Keep work and life separate before “life’s work” becomes “a life of work”

By Cory A. ThompsonAssistant Arts & Features Editorcoryetc@gmail.com

Students at UNC Asheville must consider their future when choosing to study their passions.

Students need to understand the best place to chase their dreams is outside the classroom. Let college be a grounding force – a place to receive a diverse education beneficial in becoming a productive citizen. Today’s person needs a job.

An environment where parents give students complete freedom about what to study poses the question: How many of our music majors want to be rock stars?

Don’t get me wrong – there are a lot of wonderful careers for music majors, but students need to realistic. Students must differentiate which of their goals are worth investing their college education on and which aspirations should be pursued on their own time.

A college education is supposed to be a springboard to adulthood, but springboards don’t bounce when bogged down with the weight of childhood dreams.

“Sometimes I see my fellow music students falling into the trap of taking themselves way too seriously on stage,” said Joe Dowdy, a junior studying jazz music.  “When a person is on stage playing music and obviously not having fun, they judge themselves too critically and communicate their negativity to the audience.”

Are these students taking themselves too seriously or are they taking their grades too seriously?

Separate hobby from academia and keep for a little piece of passion that doesn’t need to be under the florescent lights of the schoolhouse. Should the professors’ grading hammer down on our emotional outlet?  Dowdy said the professors must grade, but grading doesn’t always lend itself to expression.

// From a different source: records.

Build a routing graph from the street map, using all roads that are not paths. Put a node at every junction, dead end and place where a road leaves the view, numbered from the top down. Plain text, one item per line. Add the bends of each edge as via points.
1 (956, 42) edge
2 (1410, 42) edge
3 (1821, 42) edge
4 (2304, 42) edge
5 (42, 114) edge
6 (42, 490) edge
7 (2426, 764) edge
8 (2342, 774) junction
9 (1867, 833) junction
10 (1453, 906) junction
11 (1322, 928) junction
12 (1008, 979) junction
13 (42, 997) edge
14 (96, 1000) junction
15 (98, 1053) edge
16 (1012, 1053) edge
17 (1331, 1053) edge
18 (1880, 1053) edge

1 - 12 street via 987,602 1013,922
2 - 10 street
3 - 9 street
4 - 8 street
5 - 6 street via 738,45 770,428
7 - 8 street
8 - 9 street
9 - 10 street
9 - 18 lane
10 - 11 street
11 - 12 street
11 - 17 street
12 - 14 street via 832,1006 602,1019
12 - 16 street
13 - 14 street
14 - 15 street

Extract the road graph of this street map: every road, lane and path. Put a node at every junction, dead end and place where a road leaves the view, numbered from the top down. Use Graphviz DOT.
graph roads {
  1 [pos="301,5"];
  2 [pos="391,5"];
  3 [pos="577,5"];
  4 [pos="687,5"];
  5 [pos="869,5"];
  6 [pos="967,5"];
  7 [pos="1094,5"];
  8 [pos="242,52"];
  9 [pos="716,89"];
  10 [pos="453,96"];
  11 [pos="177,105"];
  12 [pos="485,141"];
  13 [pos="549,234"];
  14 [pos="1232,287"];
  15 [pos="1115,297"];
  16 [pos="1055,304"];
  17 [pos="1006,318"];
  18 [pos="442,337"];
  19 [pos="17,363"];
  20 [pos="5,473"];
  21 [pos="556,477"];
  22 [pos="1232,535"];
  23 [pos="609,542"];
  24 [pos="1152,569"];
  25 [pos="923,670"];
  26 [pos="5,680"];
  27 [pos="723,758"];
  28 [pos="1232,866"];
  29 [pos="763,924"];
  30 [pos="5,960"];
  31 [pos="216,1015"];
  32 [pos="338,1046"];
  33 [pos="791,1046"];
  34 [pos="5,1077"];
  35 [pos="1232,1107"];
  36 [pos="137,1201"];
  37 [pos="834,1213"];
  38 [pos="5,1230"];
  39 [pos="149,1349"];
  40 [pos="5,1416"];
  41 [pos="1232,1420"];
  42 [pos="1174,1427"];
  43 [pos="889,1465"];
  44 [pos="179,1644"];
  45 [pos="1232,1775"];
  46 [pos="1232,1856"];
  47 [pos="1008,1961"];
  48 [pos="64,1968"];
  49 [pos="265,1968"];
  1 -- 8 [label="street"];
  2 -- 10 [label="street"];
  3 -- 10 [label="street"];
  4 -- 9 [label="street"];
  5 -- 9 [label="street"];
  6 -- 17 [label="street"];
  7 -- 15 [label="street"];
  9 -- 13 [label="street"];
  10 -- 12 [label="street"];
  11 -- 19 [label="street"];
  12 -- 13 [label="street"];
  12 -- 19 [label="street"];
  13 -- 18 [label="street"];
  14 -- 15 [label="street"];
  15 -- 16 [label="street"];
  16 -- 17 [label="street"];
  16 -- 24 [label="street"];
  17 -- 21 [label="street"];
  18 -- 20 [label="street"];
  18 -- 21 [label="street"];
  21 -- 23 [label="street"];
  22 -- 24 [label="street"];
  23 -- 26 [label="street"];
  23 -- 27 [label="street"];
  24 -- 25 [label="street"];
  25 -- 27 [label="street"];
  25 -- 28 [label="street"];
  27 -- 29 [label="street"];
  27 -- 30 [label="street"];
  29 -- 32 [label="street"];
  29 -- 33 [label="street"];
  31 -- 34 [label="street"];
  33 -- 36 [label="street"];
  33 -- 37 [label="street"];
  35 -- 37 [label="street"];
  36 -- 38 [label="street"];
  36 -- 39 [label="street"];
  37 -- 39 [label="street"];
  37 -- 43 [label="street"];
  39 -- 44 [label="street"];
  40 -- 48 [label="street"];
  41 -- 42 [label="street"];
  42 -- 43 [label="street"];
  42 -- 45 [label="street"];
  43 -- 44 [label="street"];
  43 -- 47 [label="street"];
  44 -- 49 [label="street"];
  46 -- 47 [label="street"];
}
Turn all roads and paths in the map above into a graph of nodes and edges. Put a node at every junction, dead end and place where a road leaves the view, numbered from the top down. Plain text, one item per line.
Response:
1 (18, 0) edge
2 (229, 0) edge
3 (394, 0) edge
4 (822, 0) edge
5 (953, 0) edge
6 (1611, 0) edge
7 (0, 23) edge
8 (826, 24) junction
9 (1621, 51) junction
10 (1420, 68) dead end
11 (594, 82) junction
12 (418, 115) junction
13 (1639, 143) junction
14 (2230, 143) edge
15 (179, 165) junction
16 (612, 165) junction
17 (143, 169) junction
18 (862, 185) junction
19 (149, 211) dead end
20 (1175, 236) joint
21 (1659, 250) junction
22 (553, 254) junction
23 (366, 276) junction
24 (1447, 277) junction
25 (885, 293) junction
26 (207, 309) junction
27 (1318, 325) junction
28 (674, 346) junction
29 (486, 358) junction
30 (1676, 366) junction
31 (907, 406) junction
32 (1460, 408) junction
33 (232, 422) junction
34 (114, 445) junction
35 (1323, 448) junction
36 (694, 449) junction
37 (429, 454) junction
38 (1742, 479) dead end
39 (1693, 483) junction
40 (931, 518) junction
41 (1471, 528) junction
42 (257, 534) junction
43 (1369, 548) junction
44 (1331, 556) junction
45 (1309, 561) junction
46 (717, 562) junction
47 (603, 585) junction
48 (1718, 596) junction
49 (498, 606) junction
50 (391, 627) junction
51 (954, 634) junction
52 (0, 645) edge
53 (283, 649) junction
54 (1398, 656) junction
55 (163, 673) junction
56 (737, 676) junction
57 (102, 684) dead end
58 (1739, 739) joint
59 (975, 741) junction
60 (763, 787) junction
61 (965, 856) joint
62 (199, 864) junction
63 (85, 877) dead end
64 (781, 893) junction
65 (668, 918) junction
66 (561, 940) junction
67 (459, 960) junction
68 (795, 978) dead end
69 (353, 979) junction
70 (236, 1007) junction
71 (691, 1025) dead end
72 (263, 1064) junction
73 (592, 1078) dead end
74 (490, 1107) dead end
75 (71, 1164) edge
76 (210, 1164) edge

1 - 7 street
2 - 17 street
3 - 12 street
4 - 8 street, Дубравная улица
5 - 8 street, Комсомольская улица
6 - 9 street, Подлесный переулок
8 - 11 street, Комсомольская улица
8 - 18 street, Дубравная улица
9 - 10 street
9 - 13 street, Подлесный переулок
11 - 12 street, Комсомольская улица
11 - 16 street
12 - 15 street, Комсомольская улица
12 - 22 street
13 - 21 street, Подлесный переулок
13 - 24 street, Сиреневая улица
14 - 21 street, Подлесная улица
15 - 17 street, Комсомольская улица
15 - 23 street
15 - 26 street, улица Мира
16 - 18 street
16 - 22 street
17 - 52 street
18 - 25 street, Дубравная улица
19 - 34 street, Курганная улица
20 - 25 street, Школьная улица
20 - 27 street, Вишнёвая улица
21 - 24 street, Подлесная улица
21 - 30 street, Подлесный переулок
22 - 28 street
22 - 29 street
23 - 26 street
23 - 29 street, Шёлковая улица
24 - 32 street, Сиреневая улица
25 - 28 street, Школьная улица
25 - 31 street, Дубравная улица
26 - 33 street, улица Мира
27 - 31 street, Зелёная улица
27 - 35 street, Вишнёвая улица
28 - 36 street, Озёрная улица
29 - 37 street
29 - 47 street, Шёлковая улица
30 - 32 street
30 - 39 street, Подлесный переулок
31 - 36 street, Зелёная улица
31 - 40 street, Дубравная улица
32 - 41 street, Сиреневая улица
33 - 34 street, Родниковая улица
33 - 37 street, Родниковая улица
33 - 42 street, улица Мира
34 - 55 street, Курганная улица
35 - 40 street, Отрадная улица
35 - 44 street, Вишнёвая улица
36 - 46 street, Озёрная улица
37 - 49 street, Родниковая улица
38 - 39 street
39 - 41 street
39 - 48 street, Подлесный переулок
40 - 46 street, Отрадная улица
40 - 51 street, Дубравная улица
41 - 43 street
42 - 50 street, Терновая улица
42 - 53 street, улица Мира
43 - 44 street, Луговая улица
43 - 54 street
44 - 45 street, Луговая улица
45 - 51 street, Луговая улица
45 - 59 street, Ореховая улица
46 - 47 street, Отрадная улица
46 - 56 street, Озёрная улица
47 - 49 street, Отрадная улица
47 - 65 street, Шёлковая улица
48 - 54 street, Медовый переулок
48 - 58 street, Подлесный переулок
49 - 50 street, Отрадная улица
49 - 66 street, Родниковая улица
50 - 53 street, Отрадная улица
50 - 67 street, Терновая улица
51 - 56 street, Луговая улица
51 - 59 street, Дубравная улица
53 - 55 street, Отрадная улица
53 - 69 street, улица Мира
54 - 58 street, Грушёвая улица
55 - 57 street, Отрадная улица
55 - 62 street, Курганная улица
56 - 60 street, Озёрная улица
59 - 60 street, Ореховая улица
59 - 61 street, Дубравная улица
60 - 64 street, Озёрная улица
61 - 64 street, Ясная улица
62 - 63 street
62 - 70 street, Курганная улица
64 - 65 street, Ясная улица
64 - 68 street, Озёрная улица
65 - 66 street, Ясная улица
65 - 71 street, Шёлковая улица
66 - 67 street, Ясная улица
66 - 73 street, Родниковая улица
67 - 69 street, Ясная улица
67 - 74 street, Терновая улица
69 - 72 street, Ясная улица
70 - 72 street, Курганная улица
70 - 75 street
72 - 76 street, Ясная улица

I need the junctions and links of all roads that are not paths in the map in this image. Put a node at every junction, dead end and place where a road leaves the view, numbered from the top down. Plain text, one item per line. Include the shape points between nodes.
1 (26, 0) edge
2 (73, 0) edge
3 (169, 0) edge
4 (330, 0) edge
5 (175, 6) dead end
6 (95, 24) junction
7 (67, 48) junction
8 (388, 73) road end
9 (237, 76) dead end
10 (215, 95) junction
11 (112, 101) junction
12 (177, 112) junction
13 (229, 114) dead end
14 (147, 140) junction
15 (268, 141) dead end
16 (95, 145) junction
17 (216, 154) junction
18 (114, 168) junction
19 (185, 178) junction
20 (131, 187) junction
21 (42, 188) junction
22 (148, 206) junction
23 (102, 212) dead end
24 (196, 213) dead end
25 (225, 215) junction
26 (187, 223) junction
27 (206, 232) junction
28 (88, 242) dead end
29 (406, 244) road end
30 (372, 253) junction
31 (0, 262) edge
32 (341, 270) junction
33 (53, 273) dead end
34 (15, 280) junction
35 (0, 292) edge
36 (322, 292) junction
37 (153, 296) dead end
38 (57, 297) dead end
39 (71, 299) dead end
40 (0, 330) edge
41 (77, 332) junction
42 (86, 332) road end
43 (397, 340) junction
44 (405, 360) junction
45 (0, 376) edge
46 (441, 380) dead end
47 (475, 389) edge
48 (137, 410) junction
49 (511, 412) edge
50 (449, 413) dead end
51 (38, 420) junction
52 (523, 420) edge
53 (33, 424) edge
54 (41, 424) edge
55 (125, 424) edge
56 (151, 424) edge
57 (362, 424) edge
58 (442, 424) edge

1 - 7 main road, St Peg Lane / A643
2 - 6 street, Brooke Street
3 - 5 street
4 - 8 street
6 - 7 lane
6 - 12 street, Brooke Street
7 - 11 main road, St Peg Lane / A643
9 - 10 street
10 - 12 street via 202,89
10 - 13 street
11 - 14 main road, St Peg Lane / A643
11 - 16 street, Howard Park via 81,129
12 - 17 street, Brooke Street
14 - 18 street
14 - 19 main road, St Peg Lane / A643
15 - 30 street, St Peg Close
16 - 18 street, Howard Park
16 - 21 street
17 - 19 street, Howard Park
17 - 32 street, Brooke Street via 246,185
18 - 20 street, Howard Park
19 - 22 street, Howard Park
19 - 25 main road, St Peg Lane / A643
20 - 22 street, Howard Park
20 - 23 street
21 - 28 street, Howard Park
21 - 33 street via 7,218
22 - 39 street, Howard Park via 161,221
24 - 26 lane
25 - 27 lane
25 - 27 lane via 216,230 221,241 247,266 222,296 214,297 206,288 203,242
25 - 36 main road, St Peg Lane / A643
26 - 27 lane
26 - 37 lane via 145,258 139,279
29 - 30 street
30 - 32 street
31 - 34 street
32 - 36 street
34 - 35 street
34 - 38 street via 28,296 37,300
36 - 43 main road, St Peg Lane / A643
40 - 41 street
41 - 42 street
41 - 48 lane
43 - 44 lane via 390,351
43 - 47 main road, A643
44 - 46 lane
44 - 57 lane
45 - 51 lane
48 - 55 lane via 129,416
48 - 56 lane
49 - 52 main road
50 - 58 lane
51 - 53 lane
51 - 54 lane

“Grades are there for a reason, but they are there for a strictly objective reason,” Dowdy said. “People need to learn to separate objective criticism and their emotional selves.”

Students need to learn a marketable trade and explore other depths on their own time. Why ruin the magic of self-discovery?

Senior Brittany Jackson, a mass communication student, said her studies changed the way she views movies.

“I see the technical aspects when I watch movies now,” Jackson said. “I can’t just lose myself in a movie anymore.”

Jackson said she still wants to watch movies. As exists with true passion, she can’t get enough of film, but her taste has become quite specific.

“I’m definitely a little bit snobby about the movies I watch now,” Jackson said. “I don’t have as much respect for mindless flicks.”

For people who love movies because of how pleasant they are to watch at the end of a long day, film study can be a bit of a bummer. For people who want to jam a little bit at the end of a night, music courses destroy the groove.

“At one point I couldn’t sleep in my bed,” Dowdy said. “I spent so much time holed up in frustration practicing saxophone in my room that it became hard to sleep in my bed.”

Jackson Scott, who studied new media before dropping out to jumpstart a career in entertainment, said success in the entertainment industry requires focus.

“There’s only so far in a big entertainment industry you can go in school,” Scott said. “If you purely work on what you’re trying to do and work on that as much as you can then you’re going to stick out.”

After leaving school, Scott earned national attention on music blog Pitchfork and signed with Fat Possum Records. Scott said even though school for him served as a place to be while he worked on his music, he still chose to take classes in a marketable degree.

“I never wanted to take music classes because I didn’t want to make it something I didn’t have fun with,” Scott said. “Something like design or new media I could learn in a classroom.”

Even successful rock musicians start with backup plans.